It is commonly said that the care is better than the cure. Luckily, we are in that era where medical science has progressed very well. And by researches and advancements, we bring some surprising news from the medical world that will let you know which foods can prevent diabetes, how exercise improves intimacy, and why faking a good night’s sleep can increase your energy.

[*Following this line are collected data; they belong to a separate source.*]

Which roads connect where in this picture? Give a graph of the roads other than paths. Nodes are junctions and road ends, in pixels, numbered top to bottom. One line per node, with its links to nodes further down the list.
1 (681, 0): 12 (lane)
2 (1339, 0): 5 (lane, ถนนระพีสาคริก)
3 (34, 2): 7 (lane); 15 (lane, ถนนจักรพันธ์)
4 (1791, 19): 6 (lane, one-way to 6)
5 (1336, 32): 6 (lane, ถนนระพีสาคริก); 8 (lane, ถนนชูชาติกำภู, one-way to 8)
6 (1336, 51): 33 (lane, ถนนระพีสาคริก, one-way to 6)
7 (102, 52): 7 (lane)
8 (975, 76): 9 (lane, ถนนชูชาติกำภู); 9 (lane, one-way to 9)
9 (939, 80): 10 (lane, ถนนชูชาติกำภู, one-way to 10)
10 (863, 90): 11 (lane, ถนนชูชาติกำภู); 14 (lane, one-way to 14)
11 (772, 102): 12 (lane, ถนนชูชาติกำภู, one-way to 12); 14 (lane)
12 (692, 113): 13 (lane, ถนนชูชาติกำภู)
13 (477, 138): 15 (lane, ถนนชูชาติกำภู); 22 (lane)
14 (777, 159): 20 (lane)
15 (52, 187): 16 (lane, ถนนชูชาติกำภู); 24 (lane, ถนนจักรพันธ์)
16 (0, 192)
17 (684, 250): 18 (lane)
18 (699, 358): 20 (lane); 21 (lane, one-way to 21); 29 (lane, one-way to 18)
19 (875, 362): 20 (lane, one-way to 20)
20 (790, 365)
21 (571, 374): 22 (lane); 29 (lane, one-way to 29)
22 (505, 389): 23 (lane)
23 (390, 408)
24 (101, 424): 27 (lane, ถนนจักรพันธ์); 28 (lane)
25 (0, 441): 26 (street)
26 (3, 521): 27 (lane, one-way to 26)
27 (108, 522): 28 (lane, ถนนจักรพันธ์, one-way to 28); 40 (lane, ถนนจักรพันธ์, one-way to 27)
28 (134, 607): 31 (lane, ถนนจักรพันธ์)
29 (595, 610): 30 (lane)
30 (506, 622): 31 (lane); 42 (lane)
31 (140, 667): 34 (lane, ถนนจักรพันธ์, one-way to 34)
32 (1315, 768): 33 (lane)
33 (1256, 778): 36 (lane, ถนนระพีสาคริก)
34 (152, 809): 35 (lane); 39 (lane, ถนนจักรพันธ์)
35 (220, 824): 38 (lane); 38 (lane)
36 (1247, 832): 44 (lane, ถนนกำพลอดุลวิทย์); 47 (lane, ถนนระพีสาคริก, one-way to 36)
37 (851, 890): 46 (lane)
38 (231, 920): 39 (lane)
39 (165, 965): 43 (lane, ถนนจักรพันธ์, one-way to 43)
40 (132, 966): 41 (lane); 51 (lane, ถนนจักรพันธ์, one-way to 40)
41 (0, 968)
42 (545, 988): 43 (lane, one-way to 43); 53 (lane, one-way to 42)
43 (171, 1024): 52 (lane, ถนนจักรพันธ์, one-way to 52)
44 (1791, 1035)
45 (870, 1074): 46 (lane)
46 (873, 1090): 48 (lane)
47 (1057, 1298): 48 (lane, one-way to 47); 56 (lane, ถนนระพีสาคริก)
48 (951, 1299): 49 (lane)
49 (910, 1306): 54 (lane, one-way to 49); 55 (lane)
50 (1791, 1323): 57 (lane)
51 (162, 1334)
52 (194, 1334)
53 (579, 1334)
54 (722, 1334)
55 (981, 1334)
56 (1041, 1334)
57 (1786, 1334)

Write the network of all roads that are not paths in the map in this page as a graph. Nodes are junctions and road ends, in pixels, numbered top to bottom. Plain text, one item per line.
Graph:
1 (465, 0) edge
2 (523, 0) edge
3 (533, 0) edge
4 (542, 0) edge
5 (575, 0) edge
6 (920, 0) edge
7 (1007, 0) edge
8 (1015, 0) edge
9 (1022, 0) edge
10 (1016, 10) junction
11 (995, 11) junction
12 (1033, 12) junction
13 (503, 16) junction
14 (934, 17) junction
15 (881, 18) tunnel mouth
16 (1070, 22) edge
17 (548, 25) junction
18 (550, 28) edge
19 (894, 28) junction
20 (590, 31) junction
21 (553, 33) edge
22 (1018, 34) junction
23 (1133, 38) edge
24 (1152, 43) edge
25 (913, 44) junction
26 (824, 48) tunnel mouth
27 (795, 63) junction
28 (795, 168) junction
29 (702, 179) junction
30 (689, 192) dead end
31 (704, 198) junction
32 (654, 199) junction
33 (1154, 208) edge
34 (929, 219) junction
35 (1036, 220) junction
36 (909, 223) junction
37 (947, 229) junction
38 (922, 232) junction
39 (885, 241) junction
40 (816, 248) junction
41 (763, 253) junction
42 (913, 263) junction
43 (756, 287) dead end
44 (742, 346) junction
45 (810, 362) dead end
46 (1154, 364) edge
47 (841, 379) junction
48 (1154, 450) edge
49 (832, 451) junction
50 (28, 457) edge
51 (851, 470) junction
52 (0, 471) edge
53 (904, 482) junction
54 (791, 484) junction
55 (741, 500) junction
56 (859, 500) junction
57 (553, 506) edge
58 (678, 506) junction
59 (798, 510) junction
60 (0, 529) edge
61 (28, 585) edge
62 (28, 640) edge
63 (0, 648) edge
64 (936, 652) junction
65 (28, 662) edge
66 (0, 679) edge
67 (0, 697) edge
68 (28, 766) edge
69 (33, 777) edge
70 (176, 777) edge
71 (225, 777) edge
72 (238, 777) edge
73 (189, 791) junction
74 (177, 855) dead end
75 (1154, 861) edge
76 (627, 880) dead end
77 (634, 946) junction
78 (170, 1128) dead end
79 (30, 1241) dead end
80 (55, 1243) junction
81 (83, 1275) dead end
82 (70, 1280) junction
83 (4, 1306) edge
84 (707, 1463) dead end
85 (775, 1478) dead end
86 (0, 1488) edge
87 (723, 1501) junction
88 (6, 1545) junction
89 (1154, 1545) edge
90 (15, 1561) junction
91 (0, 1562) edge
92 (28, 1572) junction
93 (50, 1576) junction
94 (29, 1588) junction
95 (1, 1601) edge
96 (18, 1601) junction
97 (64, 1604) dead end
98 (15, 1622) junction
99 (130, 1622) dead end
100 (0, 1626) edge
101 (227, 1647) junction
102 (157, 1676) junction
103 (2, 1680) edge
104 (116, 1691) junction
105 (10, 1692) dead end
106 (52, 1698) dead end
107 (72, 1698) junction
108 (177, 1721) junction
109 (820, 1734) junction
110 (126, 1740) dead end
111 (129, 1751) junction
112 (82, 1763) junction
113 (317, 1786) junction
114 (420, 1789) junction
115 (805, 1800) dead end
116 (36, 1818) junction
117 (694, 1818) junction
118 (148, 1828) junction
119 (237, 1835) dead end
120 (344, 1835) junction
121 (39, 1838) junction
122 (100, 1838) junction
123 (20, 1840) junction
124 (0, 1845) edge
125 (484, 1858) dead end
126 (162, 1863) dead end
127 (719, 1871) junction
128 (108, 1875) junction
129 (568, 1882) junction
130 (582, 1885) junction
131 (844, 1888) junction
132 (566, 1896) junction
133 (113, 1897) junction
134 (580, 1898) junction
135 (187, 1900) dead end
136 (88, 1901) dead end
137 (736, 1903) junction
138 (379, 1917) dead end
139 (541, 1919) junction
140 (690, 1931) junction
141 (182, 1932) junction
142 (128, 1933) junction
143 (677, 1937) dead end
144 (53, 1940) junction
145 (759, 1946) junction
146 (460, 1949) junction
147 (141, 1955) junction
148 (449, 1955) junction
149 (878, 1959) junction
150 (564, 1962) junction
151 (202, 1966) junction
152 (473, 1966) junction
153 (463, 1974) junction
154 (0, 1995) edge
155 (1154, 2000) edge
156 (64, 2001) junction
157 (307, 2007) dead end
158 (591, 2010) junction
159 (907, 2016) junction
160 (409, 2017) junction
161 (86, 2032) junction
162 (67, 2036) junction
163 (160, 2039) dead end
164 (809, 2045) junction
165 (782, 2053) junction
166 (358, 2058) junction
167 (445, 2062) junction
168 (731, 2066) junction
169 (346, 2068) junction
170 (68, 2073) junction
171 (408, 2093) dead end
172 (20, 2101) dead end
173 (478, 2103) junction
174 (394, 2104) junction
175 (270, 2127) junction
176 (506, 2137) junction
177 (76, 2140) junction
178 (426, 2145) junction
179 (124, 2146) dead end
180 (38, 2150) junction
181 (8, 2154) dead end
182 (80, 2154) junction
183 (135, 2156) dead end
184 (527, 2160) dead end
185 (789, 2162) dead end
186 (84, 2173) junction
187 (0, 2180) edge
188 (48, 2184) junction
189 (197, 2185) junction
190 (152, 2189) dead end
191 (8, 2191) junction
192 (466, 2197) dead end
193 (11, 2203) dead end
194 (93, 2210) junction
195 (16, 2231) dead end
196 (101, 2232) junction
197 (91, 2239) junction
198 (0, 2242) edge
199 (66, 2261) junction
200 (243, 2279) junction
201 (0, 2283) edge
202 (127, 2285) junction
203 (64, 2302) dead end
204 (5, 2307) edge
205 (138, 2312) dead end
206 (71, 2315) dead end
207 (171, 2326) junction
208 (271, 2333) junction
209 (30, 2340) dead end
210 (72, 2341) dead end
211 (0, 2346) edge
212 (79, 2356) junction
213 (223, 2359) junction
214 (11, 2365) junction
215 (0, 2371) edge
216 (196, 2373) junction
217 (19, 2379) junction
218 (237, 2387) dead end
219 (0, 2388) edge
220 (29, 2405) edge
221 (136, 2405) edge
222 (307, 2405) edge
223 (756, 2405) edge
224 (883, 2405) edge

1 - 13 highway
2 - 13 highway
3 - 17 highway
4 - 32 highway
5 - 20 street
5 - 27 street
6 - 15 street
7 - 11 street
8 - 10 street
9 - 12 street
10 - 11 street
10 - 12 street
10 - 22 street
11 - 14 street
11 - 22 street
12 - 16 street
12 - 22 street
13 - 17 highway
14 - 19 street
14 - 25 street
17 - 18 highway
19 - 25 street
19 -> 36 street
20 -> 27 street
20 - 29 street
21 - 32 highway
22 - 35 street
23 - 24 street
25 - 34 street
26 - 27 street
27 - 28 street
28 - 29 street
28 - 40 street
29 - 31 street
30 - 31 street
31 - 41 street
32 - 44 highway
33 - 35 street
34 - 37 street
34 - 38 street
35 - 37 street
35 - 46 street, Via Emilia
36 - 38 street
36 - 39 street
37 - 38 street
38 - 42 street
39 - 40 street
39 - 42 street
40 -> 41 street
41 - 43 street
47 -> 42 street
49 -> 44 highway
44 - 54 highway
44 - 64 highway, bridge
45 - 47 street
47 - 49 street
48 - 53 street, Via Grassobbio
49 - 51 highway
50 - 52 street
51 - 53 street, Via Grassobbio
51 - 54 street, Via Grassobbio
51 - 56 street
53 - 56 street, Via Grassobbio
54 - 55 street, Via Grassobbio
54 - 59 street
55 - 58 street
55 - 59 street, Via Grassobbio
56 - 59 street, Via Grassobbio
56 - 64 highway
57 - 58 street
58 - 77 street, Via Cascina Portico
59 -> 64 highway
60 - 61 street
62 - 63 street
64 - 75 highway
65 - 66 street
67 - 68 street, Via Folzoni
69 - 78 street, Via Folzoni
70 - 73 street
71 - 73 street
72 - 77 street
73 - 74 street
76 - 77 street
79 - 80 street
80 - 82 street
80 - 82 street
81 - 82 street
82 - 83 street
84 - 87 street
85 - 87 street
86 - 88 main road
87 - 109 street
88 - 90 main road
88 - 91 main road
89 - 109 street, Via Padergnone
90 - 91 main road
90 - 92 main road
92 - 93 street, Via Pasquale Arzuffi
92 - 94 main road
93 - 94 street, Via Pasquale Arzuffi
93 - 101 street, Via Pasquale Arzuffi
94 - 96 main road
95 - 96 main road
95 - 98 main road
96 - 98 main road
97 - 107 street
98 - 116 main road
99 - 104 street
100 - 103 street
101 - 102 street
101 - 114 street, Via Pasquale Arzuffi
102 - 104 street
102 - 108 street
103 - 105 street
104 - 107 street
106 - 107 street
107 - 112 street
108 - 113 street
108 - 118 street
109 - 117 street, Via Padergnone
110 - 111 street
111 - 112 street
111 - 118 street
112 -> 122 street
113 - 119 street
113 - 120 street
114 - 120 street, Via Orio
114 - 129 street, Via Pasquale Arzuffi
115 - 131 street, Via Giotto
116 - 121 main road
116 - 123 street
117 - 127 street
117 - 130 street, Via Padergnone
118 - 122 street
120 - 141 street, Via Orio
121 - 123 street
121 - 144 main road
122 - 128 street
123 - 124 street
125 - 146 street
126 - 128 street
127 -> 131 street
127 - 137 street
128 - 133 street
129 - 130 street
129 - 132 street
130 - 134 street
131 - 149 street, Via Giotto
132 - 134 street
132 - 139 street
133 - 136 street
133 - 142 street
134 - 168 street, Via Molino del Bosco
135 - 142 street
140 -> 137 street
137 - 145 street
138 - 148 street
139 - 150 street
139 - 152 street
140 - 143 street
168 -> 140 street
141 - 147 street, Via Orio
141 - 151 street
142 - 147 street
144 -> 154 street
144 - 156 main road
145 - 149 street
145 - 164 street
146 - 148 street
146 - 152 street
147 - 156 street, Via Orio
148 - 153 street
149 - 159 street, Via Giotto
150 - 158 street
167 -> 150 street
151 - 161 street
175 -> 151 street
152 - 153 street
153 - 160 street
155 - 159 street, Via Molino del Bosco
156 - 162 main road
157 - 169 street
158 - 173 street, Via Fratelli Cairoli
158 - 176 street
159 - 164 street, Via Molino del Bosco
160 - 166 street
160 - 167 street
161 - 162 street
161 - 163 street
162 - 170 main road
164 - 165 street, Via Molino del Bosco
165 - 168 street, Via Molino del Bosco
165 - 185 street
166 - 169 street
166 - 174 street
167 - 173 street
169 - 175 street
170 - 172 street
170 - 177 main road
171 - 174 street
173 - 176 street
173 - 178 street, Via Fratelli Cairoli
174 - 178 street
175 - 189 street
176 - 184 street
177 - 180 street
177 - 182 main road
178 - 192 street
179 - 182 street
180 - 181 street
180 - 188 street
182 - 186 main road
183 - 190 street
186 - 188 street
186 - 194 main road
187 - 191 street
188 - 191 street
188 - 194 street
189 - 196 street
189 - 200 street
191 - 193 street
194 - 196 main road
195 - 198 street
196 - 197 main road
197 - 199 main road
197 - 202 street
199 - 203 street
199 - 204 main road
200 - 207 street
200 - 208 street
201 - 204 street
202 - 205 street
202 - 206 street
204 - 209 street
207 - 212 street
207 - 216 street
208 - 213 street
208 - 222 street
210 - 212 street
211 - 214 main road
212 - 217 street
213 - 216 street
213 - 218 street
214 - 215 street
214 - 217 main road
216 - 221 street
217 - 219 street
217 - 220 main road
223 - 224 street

Surprising News from the Medical World
Purple and red foods prevent diabetes
Women who consumed the most berries, grapes and red wine had lower levels of swelling and insulin resistance, a forebear to diabetes, than women who didn’t eat as much of these foods, according to the latest research in The Journal of Nutrition. Researchers credit the foods’ high levels of anthocyanins, a great sort of antioxidant associated to restrain provocative substances. The most salutary women consumed the antioxidant equivalent of half a cup of berries a day. Check out the foods that are destroying your kidneys.
Organic milk is more nutritious
Researchers tested almost 400 samples of whole milk from both standard and organic U.S. dairies to match levels of omega-6 fats and healthful omega-3s. In today’s common Western nutrition, people consume 15 times as many omega-6s as omega-3s, an asymmetry that specialists associate with disease. Organic whole milk contained 62 percent more omega-3 fatty acids and 25 percent fewer omega-6s than traditional milk. Paying more for organic milk might be a great choice, especially for people who don’t get their omega-3s from fish, study implies. Also find out the best foods for people over 50.
Exercise helps intimacy
Antidepressants usually dampen libido, but modern research shows that exercise may assist women to get back in the mood. When 52 women trained for 30 minutes right before they had sex, they felt a notable increase in sexual appetite, the University of Texas at Austin researchers observed. By stimulating the “fight or flight” compassionate nervous system, exercise increases blood flow to the genital area, which can boost arousal. Physical exercise also enhances mood, reducing the number of days people feel depressed. Check out these best exercises for back pain.
Fake a good night’s sleep
Assuming you slept well—even if you didn’t—may increase cognitive function the next day, according to modern research in the Journal of Experimental Psychology. Researchers asked 164 members how they’d slept the last night, then caught them up to a sham machine that purportedly explained to investigators their REM sleep. People who were informed they had above-average REM sleep did great on cognitive and observation tasks than those who were told their REM sleep was below average, regardless of how they’d slept. So if you’re exhausted, try not to settle on it—that could make you feel even more tired. Checkout what will happen if you sleep on your left side.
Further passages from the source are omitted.